Copy out every line holding the string "roads" from the records below.
Recorded data START
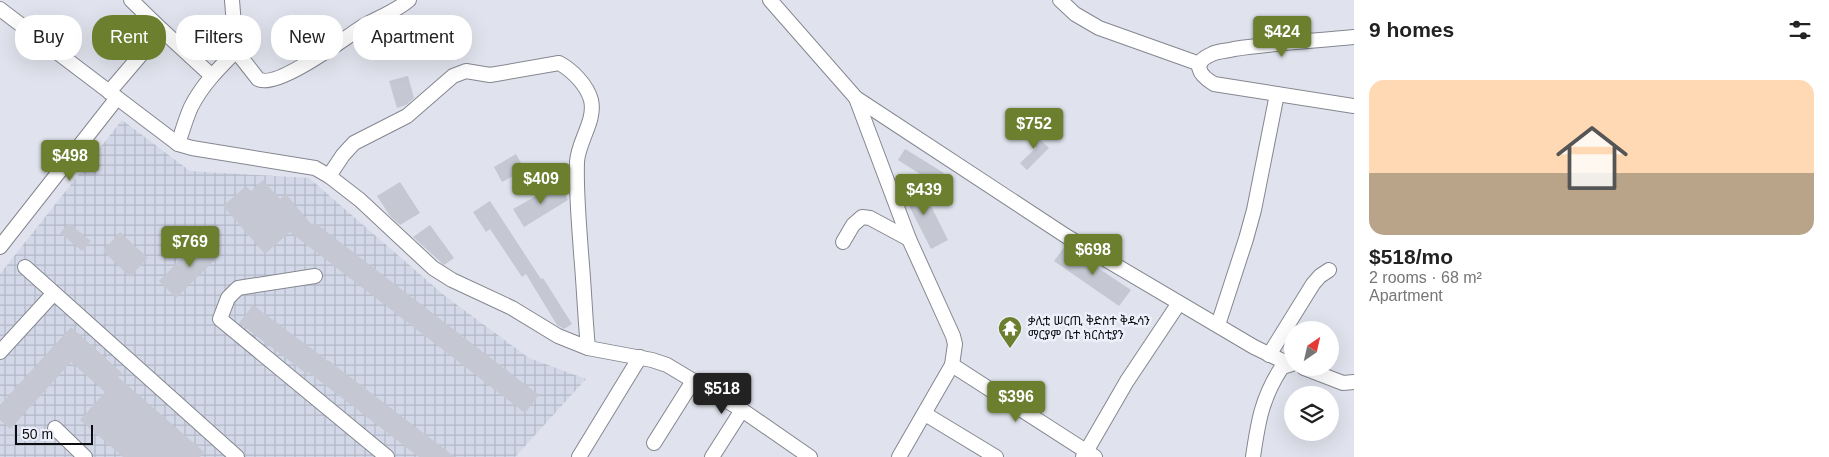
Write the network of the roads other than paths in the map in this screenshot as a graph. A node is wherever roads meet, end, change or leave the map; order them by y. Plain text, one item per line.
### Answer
1 (130, 0) edge
2 (232, 0) edge
3 (409, 0) edge
4 (770, 0) edge
5 (1060, 0) edge
6 (0, 9) edge
7 (146, 15) edge
8 (233, 15) edge
9 (166, 34) edge
10 (1354, 37) edge
11 (139, 60) edge
12 (227, 60) edge
13 (243, 60) edge
14 (1200, 64) junction
15 (212, 76) junction
16 (1278, 94) junction
17 (113, 95) junction
18 (856, 98) junction
19 (1354, 106) edge
20 (178, 144) junction
21 (329, 176) junction
22 (909, 240) junction
23 (843, 242) dead end
24 (1, 243) edge
25 (25, 267) dead end
26 (1328, 270) dead end
27 (315, 276) dead end
28 (54, 293) junction
29 (1179, 303) junction
30 (1218, 325) junction
31 (588, 348) junction
32 (0, 352) edge
33 (1269, 355) junction
34 (640, 358) junction
35 (1284, 361) edge
36 (952, 365) junction
37 (1284, 366) edge
38 (1324, 376) edge
39 (693, 381) junction
40 (1353, 384) edge
41 (742, 410) junction
42 (925, 414) junction
43 (55, 428) dead end
44 (654, 443) dead end
45 (1088, 455) edge
46 (716, 456) edge
47 (900, 456) edge
48 (85, 457) edge
49 (237, 457) edge
50 (387, 457) edge
51 (579, 457) edge
52 (810, 457) edge
53 (996, 457) edge
54 (1253, 457) edge

1 - 7 street
2 - 8 street
3 - 13 street
4 - 18 street
5 - 14 street
6 - 17 street
9 - 15 street
10 - 14 street
11 - 17 street
12 - 15 street
14 - 16 street
15 - 20 street
16 - 19 street
16 - 30 street
17 - 20 street
17 - 24 street
18 - 22 street
18 - 29 street
20 - 21 street
21 - 31 street
21 - 31 street
22 - 23 street
22 - 36 street
25 - 28 street
26 - 33 street
27 - 50 street
28 - 32 street
28 - 49 street
29 - 30 street
29 - 45 street
30 - 33 street
31 - 34 street
33 - 35 street
34 - 39 street
34 - 51 street
36 - 42 street
36 - 45 street
37 - 54 street
38 - 40 street
39 - 41 street
39 - 44 street
41 - 46 street
41 - 52 street
42 - 47 street
42 - 53 street
43 - 48 street

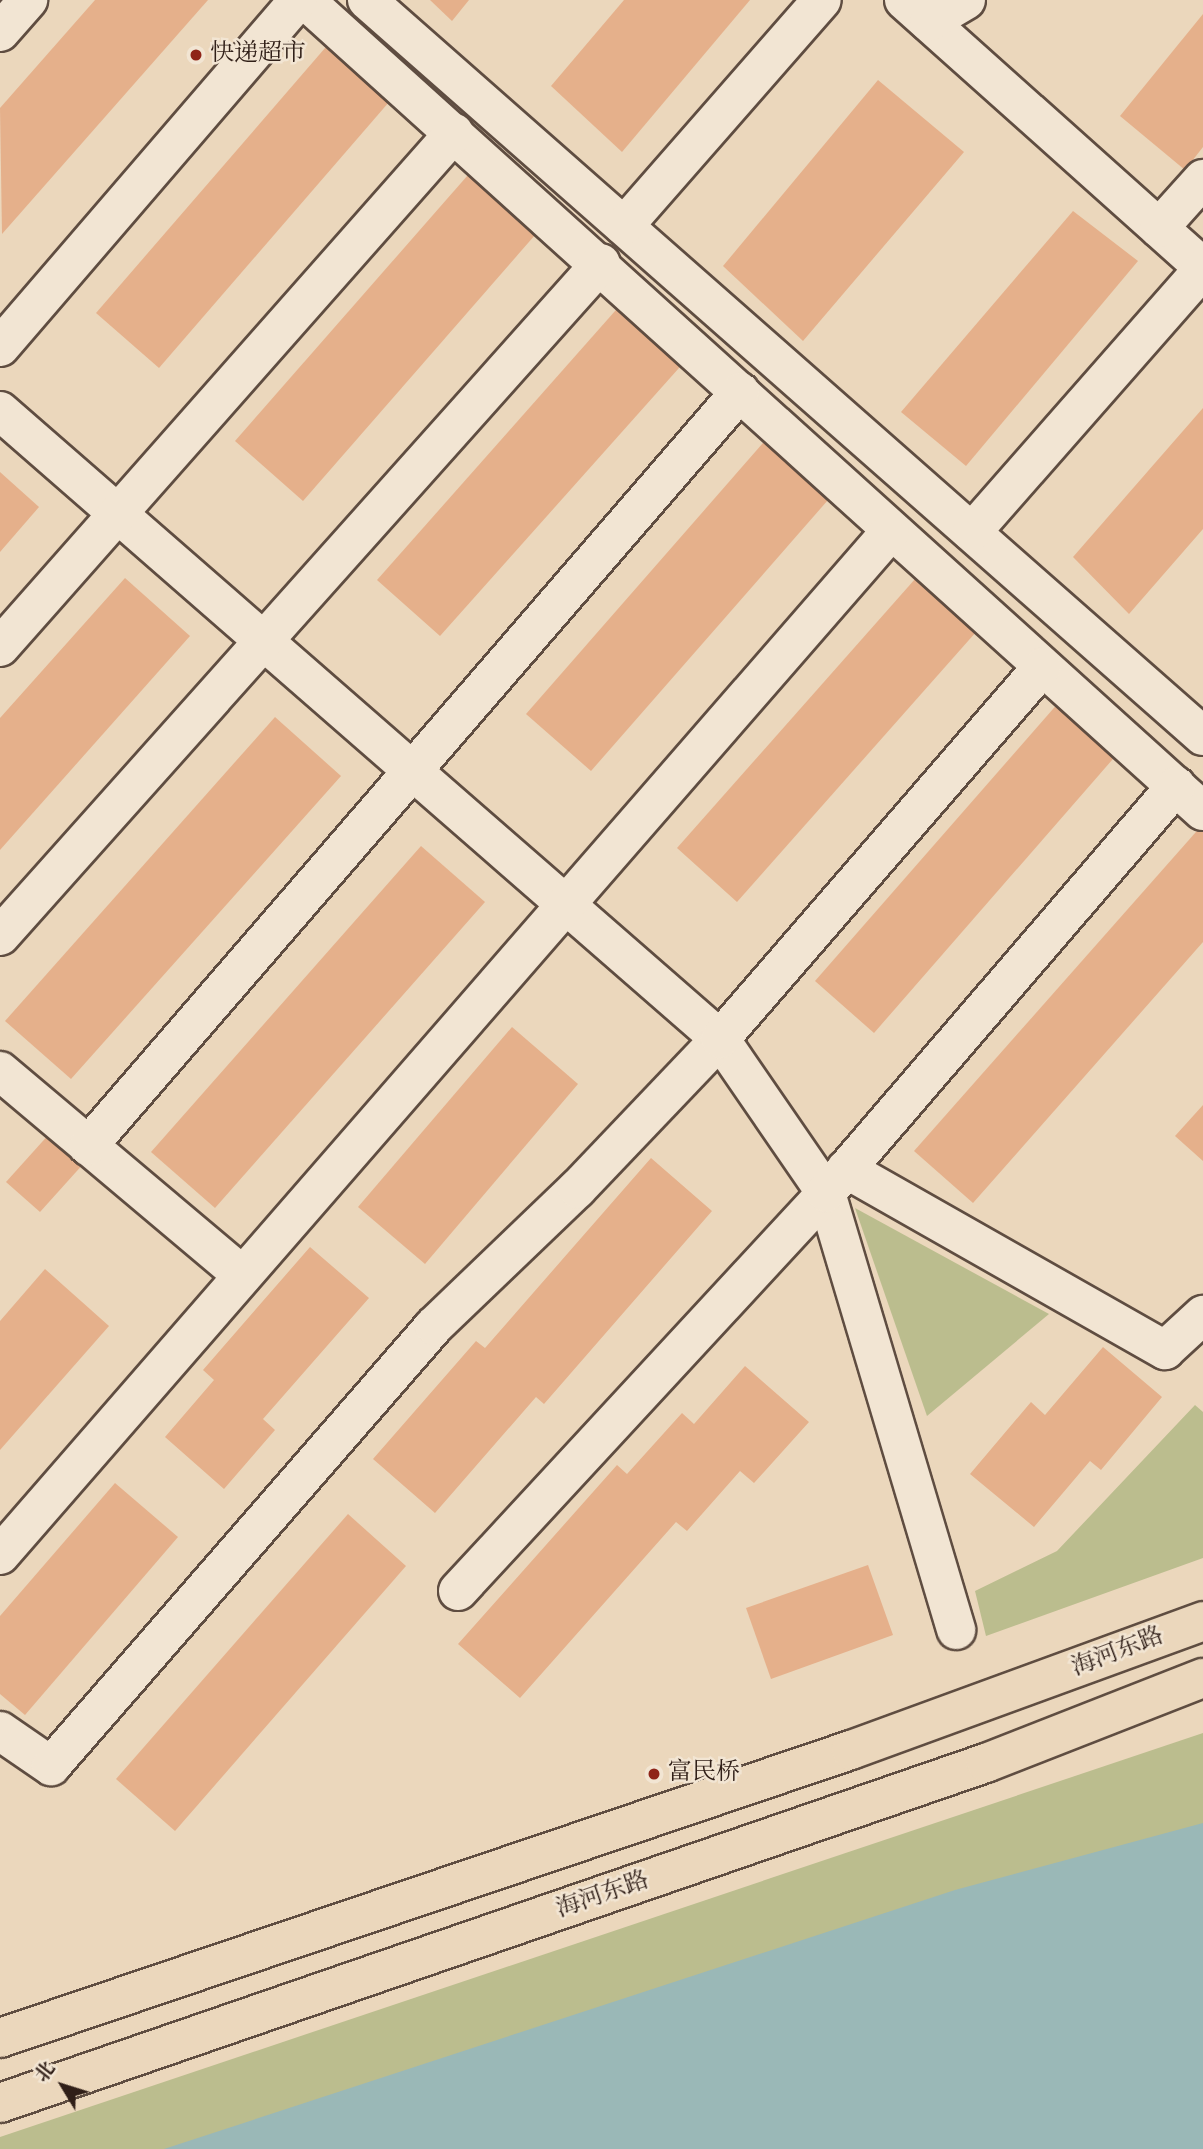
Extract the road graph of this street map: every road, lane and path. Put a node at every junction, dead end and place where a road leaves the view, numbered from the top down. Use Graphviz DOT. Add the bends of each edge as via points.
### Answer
graph roads {
  1 [pos="28,0"];
  2 [pos="298,0"];
  3 [pos="305,0"];
  4 [pos="368,0"];
  5 [pos="822,0"];
  6 [pos="966,0"];
  7 [pos="916,11"];
  8 [pos="0,32"];
  9 [pos="454,133"];
  10 [pos="1203,179"];
  11 [pos="624,226"];
  12 [pos="1159,228"];
  13 [pos="601,263"];
  14 [pos="1203,268"];
  15 [pos="0,347"];
  16 [pos="740,392"];
  17 [pos="0,411"];
  18 [pos="120,515"];
  19 [pos="890,532"];
  20 [pos="972,532"];
  21 [pos="266,642"];
  22 [pos="0,647"];
  23 [pos="1042,667"];
  24 [pos="1203,736"];
  25 [pos="413,770"];
  26 [pos="1189,799"];
  27 [pos="566,904"];
  28 [pos="0,936"];
  29 [pos="720,1038"];
  30 [pos="0,1071"];
  31 [pos="88,1146"];
  32 [pos="836,1181"];
  33 [pos="242,1275"];
  34 [pos="1203,1315"];
  35 [pos="0,1555"];
  36 [pos="458,1591"];
  37 [pos="1203,1620"];
  38 [pos="956,1630"];
  39 [pos="1203,1678"];
  40 [pos="0,1731"];
  41 [pos="0,2038"];
  42 [pos="0,2103"];
  1 -- 8 [label="street"];
  2 -- 15 [label="street"];
  3 -- 9 [label="street"];
  4 -- 11 [label="street"];
  5 -- 11 [label="street"];
  6 -- 7 [label="street"];
  7 -- 12 [label="street"];
  9 -- 13 [label="street"];
  9 -- 18 [label="street"];
  10 -- 12 [label="street"];
  11 -- 20 [label="street"];
  12 -- 14 [label="street"];
  13 -- 16 [label="street"];
  13 -- 21 [label="street"];
  14 -- 20 [label="street"];
  16 -- 19 [label="street"];
  16 -- 25 [label="street"];
  17 -- 18 [label="street"];
  18 -- 21 [label="street"];
  18 -- 22 [label="street"];
  19 -- 23 [label="street"];
  19 -- 27 [label="street"];
  20 -- 24 [label="street"];
  21 -- 25 [label="street"];
  21 -- 28 [label="street"];
  23 -- 26 [label="street"];
  23 -- 29 [label="street"];
  25 -- 27 [label="street"];
  25 -- 31 [label="street"];
  26 -- 32 [label="street"];
  27 -- 29 [label="street"];
  27 -- 33 [label="street"];
  29 -- 32 [label="street"];
  29 -- 40 [label="street" via="577,1189 434,1326 51,1766"];
  30 -- 31 [label="street"];
  31 -- 33 [label="street"];
  32 -- 34 [label="street" via="1165,1350"];
  32 -- 36 [label="street"];
  32 -- 38 [label="street"];
  33 -- 35 [label="street"];
  37 -- 41 [label="main road, 海河东路" via="864,1746"];
  39 -- 42 [label="main road, 海河东路" via="986,1763"];
}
Recorded data END
-- Task answer --
Write the network of the roads other than paths in the map in this screenshot as a graph. A node is wherever roads meet, end, change or leave the map; order them by y. Plain text, one item per line.
graph roads {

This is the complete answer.